Wie geht unsere Gesellschaft, wie gehen wir Christen mit dieser Verantwortung um? Künstliche Verhütung und Abtreibung sollen Gottes Gebot aushebeln und uns die sexuelle Freiheit bieten. Die Konsequenzen sind Hurerei, Unzucht und im Falle der Abtreibung – Mord!
Kann das auch uns betreffen, weil unsere Eltern, Grosseltern, Urgrosseltern ... oder wir selbst Gottes Gebot missachtet und gesündigt haben?
Wo uns solche Erfahrungen bewusst werden, können und sollen wir dafür beten. Mit Gottes Hilfe können wir vergeben und dadurch Befreiung erlangen. Auch eigene Fehler dürfen und sollen wir bekennen und Gott um Vergebung bitten. Ja, wir sollen an die Macht und Autorität im Namen Jesus Christus glauben. Durch seinen Tod am Kreuz sind wir errettet und vor Gott gerecht gemacht. Wir müssen einsetzen was Gott uns gegeben hat und für unsere Familien, Kinder und Enkel beten.
Weitere negative Erfahrungen können sein:
- das zum falschen Zeitpunkt geborene Kind (Gefühl der Wertlosigkeit)
- das Kind hat das falsche Geschlecht (Suche nach Identität)
- Streit zu Hause (kann zu Nervosität und bitteren Wurzeln führen)
- die Mutter ist in Süchten gefangen (Biochemische Schäden, Ängste, Süchte)
- das nächste Kind nach einer Fehlgeburt oder Abtreibung
   («Ich bin nur Ersatz»)
- Nabelschnur um den Hals des Babys gewickelt 
   (Halsbezogene Probleme, Asthma)
- Unnatürliche Entbindung wie Kaiserschnitt oder 
  Hilfsmittel wie Saugglocke oder Zange (Zangengeburt)

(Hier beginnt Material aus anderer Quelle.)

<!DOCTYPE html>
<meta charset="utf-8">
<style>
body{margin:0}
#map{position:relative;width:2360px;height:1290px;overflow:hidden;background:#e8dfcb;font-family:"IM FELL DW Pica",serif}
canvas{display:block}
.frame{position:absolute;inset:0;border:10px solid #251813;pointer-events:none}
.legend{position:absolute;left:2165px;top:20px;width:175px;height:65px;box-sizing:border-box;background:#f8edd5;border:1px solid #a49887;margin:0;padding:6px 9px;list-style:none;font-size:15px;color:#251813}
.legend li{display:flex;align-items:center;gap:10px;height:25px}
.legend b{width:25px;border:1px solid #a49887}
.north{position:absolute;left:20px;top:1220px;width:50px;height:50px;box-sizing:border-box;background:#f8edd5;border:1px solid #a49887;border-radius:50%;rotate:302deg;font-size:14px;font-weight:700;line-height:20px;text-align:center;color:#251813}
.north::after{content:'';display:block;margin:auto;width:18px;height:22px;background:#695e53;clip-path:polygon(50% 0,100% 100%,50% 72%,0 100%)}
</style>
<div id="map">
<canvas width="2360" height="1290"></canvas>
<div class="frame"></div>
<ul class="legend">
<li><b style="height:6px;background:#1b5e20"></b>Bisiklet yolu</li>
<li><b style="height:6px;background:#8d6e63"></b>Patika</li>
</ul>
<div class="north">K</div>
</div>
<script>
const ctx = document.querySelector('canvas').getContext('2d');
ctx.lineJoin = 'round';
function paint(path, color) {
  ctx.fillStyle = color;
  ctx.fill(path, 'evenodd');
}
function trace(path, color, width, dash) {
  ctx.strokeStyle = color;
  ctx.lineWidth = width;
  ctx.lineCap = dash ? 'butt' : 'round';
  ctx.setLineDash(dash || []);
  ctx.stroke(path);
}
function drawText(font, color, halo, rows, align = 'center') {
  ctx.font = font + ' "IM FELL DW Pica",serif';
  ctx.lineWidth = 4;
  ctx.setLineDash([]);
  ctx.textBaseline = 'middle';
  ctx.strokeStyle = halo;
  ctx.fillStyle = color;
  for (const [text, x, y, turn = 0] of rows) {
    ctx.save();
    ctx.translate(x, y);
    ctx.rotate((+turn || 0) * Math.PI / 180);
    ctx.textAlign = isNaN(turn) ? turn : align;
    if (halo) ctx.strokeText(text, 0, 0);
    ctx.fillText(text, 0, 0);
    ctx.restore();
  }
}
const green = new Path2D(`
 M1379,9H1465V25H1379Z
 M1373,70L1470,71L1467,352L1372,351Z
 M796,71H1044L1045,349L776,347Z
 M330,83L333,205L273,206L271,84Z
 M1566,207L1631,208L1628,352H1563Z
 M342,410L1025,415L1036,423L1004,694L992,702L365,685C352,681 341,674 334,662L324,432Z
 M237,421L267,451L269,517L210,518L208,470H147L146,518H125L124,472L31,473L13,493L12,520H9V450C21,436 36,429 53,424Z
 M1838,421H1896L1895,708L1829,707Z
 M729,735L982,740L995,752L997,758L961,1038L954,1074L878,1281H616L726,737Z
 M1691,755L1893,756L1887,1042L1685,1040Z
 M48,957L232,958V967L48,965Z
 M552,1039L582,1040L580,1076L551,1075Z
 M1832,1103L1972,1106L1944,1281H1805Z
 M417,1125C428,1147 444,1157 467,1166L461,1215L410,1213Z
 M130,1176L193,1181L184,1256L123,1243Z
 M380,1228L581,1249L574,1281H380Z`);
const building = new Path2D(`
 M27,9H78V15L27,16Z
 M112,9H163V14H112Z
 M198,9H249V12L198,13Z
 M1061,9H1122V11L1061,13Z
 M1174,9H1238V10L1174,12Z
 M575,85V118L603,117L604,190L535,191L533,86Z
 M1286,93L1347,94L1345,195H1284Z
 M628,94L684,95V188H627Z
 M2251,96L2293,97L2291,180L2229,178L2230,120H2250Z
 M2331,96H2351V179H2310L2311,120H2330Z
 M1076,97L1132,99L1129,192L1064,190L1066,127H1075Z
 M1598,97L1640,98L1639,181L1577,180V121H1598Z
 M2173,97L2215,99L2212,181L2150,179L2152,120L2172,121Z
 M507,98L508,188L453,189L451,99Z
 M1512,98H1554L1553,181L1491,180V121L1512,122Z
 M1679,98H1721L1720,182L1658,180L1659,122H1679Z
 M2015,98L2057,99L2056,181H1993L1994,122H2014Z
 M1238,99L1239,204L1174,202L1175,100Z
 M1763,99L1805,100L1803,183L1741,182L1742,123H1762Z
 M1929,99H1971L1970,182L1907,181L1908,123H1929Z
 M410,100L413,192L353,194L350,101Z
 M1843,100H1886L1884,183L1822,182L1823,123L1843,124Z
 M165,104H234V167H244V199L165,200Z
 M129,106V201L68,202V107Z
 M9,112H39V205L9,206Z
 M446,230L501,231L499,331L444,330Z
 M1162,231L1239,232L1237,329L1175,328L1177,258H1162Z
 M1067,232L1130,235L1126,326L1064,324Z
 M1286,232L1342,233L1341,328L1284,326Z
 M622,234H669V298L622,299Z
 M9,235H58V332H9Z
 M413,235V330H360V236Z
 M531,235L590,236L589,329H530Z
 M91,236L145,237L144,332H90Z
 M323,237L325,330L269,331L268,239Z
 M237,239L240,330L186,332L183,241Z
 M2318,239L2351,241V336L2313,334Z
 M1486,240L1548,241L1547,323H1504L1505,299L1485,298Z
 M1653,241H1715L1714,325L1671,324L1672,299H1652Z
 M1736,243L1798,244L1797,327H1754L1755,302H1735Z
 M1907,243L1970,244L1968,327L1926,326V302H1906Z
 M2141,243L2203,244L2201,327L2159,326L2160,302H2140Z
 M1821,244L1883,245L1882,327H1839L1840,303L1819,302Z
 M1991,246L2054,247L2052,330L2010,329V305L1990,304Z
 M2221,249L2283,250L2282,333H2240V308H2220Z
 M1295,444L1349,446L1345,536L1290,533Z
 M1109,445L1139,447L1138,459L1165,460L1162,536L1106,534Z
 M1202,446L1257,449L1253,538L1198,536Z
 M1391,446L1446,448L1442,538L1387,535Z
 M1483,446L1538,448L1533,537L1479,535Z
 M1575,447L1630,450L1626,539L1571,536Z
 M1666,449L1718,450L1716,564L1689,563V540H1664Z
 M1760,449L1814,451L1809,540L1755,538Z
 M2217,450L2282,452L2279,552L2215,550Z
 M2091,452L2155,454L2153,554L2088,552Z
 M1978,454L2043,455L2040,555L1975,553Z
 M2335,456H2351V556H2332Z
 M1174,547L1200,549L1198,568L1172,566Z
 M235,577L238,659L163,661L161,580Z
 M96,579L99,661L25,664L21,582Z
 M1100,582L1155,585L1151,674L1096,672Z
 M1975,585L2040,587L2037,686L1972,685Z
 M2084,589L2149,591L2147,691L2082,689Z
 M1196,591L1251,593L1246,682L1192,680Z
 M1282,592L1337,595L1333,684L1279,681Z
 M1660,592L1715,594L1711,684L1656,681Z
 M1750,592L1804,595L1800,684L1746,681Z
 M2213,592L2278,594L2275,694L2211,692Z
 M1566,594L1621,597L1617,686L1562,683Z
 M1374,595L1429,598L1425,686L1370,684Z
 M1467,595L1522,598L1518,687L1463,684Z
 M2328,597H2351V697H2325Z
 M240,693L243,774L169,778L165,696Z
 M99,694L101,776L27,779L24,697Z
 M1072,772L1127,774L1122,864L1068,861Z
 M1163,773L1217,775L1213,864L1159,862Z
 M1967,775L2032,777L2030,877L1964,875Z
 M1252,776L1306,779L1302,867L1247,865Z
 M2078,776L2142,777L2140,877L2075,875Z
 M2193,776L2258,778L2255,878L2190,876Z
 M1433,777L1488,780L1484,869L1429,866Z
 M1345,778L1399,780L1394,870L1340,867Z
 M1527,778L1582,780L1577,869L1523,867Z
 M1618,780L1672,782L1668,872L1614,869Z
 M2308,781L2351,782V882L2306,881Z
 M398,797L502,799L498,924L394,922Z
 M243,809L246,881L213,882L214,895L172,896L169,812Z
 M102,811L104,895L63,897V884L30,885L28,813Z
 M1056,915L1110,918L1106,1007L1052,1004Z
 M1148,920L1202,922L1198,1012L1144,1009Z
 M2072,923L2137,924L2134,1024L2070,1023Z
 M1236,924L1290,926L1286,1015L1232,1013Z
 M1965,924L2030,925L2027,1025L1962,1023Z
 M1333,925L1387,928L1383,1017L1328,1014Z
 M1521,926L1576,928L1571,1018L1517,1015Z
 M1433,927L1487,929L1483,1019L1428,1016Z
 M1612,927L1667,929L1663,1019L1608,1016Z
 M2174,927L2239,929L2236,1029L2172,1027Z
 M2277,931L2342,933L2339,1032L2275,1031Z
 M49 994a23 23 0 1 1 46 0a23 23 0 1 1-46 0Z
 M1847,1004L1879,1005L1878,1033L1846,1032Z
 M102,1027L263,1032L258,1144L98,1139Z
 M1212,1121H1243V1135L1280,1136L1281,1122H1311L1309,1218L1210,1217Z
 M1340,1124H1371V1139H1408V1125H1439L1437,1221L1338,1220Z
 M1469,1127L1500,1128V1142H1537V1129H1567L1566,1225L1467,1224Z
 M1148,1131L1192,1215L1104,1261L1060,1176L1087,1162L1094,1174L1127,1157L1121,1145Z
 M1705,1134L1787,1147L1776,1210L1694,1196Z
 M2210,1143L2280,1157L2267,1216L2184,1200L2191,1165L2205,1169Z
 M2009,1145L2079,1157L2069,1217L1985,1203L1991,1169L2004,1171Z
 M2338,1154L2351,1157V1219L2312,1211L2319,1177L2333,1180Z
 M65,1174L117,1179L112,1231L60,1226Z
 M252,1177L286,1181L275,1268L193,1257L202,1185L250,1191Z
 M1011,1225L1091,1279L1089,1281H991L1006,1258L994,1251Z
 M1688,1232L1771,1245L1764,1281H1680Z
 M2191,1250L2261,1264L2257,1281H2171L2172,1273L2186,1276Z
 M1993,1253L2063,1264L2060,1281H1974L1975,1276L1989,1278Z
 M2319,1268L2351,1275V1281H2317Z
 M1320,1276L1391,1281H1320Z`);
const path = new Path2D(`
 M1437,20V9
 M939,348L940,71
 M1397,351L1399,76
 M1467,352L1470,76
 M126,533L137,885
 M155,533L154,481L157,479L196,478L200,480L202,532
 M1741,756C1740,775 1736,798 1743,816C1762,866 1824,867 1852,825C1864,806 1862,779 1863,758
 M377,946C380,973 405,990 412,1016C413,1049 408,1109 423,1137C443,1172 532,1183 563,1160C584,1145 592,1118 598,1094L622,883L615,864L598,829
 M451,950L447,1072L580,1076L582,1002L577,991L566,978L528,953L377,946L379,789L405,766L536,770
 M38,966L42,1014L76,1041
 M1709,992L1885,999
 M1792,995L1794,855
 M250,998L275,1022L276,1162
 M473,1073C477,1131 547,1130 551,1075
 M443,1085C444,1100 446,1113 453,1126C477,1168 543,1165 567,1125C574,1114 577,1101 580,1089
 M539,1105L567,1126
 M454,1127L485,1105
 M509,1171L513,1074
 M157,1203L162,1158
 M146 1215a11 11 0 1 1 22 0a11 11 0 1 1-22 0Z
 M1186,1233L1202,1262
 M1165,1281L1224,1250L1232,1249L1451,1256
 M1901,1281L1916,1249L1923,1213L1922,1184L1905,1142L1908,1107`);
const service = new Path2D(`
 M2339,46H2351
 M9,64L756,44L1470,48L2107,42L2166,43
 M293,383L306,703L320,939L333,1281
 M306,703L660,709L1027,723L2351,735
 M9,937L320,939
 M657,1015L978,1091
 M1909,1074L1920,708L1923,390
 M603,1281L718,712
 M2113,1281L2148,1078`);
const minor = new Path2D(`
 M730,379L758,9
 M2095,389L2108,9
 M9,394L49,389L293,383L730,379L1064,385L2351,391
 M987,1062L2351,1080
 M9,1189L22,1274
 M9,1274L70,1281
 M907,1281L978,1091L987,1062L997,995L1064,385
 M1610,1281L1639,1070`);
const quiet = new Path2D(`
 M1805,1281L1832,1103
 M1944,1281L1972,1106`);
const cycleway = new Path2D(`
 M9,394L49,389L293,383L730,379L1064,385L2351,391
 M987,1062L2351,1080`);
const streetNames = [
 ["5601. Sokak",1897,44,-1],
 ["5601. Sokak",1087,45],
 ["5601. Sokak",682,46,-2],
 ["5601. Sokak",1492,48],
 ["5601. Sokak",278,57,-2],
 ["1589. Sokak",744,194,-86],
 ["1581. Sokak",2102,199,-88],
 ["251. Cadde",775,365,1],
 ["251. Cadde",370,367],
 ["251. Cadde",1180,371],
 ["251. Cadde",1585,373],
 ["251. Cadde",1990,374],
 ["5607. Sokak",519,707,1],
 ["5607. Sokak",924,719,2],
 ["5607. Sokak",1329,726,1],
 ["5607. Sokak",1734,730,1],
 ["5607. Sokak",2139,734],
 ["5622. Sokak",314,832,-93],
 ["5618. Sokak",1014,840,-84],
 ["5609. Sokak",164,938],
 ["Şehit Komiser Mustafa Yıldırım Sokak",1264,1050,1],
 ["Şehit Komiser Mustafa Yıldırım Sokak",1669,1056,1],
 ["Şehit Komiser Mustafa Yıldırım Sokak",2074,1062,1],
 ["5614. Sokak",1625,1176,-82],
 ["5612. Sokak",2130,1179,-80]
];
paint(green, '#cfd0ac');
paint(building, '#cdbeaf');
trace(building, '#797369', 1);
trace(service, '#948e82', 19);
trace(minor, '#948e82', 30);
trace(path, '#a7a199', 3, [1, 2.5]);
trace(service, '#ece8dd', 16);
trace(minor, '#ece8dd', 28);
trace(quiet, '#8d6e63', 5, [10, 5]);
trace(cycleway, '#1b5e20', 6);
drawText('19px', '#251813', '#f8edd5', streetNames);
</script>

- der Vater stirbt oder verlässt die Familie 
Aufgrund solcher Erfahrungen kann es im späteren Leben plötzlich zu unerwarteten Ängsten und Verhalten kommen. Meistens sind es die Jüngsten, die von den Auswirkungen eines Familientraumas am meisten betroffen sind. 
Auch hier sind wir aufgefordert zu beten, zu bekennen, zu vergeben und in der Autorität von Jesus Christus den Fluch zu brechen um Befreiung zu erhalten.
Doch wie können wir selbst pränatale Erfahrungen erkennen um uns durch Gebet und Busse von den Auswirkungen zu befreien?
Um uns pränataler Erfahrungen bewusst zu werden, führte uns Peninah gedanklich zurück in den Mutterleib. Dabei sollen wir keine Angst haben, was der Heilige Geist uns zeigen will – Gott überfordert uns nicht!
Jetzt liegt es an uns Verantwortung zu übernehmen – packen wir es an – mit Gottes Hilfe und der Autorität von Jesus Christus.